* [Problem statement]
Reproduce the records that follow exactly as they are written.

(Collected data)

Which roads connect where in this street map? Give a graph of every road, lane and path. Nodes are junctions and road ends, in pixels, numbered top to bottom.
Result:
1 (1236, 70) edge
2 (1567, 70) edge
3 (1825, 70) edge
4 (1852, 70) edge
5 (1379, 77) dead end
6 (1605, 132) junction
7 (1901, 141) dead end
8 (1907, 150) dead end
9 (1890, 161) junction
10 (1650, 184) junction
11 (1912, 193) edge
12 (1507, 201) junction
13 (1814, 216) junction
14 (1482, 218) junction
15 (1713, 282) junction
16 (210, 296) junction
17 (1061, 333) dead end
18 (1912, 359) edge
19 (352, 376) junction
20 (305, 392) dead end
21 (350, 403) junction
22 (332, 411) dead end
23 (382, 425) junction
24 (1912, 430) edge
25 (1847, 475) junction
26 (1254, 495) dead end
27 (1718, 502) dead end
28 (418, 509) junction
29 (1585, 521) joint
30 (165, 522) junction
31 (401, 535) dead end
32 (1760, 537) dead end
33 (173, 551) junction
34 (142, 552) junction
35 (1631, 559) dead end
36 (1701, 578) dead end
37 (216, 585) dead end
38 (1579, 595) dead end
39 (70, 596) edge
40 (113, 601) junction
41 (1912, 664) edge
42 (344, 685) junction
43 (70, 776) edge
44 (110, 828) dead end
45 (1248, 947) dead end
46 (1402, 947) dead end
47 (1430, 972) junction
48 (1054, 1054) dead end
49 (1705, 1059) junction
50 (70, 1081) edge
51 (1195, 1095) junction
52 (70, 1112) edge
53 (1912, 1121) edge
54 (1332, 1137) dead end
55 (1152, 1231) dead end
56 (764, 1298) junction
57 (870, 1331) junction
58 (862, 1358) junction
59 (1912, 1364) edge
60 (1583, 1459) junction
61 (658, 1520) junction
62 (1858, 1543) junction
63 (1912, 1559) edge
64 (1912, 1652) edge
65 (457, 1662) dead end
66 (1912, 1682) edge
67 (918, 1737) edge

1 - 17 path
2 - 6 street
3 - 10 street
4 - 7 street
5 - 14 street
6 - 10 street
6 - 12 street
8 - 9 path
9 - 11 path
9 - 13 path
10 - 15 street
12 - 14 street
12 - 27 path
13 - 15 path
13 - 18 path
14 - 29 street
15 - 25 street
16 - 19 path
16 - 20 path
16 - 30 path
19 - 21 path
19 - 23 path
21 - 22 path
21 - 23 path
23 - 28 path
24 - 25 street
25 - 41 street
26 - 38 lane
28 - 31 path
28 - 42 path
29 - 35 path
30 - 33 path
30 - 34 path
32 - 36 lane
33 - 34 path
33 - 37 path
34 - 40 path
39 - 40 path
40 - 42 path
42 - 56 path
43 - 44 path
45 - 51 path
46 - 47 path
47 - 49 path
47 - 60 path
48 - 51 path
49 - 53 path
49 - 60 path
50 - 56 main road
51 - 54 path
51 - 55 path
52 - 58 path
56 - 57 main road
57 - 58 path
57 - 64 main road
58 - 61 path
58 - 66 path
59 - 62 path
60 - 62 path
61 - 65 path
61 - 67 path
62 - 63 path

* [Response to the task]
Which roads connect where in this street map? Give a graph of every road, lane and path. Nodes are junctions and road ends, in pixels, numbered top to bottom.
Result:
1 (1236, 70) edge
2 (1567, 70) edge
3 (1825, 70) edge
4 (1852, 70) edge
5 (1379, 77) dead end
6 (1605, 132) junction
7 (1901, 141) dead end
8 (1907, 150) dead end
9 (1890, 161) junction
10 (1650, 184) junction
11 (1912, 193) edge
12 (1507, 201) junction
13 (1814, 216) junction
14 (1482, 218) junction
15 (1713, 282) junction
16 (210, 296) junction
17 (1061, 333) dead end
18 (1912, 359) edge
19 (352, 376) junction
20 (305, 392) dead end
21 (350, 403) junction
22 (332, 411) dead end
23 (382, 425) junction
24 (1912, 430) edge
25 (1847, 475) junction
26 (1254, 495) dead end
27 (1718, 502) dead end
28 (418, 509) junction
29 (1585, 521) joint
30 (165, 522) junction
31 (401, 535) dead end
32 (1760, 537) dead end
33 (173, 551) junction
34 (142, 552) junction
35 (1631, 559) dead end
36 (1701, 578) dead end
37 (216, 585) dead end
38 (1579, 595) dead end
39 (70, 596) edge
40 (113, 601) junction
41 (1912, 664) edge
42 (344, 685) junction
43 (70, 776) edge
44 (110, 828) dead end
45 (1248, 947) dead end
46 (1402, 947) dead end
47 (1430, 972) junction
48 (1054, 1054) dead end
49 (1705, 1059) junction
50 (70, 1081) edge
51 (1195, 1095) junction
52 (70, 1112) edge
53 (1912, 1121) edge
54 (1332, 1137) dead end
55 (1152, 1231) dead end
56 (764, 1298) junction
57 (870, 1331) junction
58 (862, 1358) junction
59 (1912, 1364) edge
60 (1583, 1459) junction
61 (658, 1520) junction
62 (1858, 1543) junction
63 (1912, 1559) edge
64 (1912, 1652) edge
65 (457, 1662) dead end
66 (1912, 1682) edge
67 (918, 1737) edge

1 - 17 path
2 - 6 street
3 - 10 street
4 - 7 street
5 - 14 street
6 - 10 street
6 - 12 street
8 - 9 path
9 - 11 path
9 - 13 path
10 - 15 street
12 - 14 street
12 - 27 path
13 - 15 path
13 - 18 path
14 - 29 street
15 - 25 street
16 - 19 path
16 - 20 path
16 - 30 path
19 - 21 path
19 - 23 path
21 - 22 path
21 - 23 path
23 - 28 path
24 - 25 street
25 - 41 street
26 - 38 lane
28 - 31 path
28 - 42 path
29 - 35 path
30 - 33 path
30 - 34 path
32 - 36 lane
33 - 34 path
33 - 37 path
34 - 40 path
39 - 40 path
40 - 42 path
42 - 56 path
43 - 44 path
45 - 51 path
46 - 47 path
47 - 49 path
47 - 60 path
48 - 51 path
49 - 53 path
49 - 60 path
50 - 56 main road
51 - 54 path
51 - 55 path
52 - 58 path
56 - 57 main road
57 - 58 path
57 - 64 main road
58 - 61 path
58 - 66 path
59 - 62 path
60 - 62 path
61 - 65 path
61 - 67 path
62 - 63 path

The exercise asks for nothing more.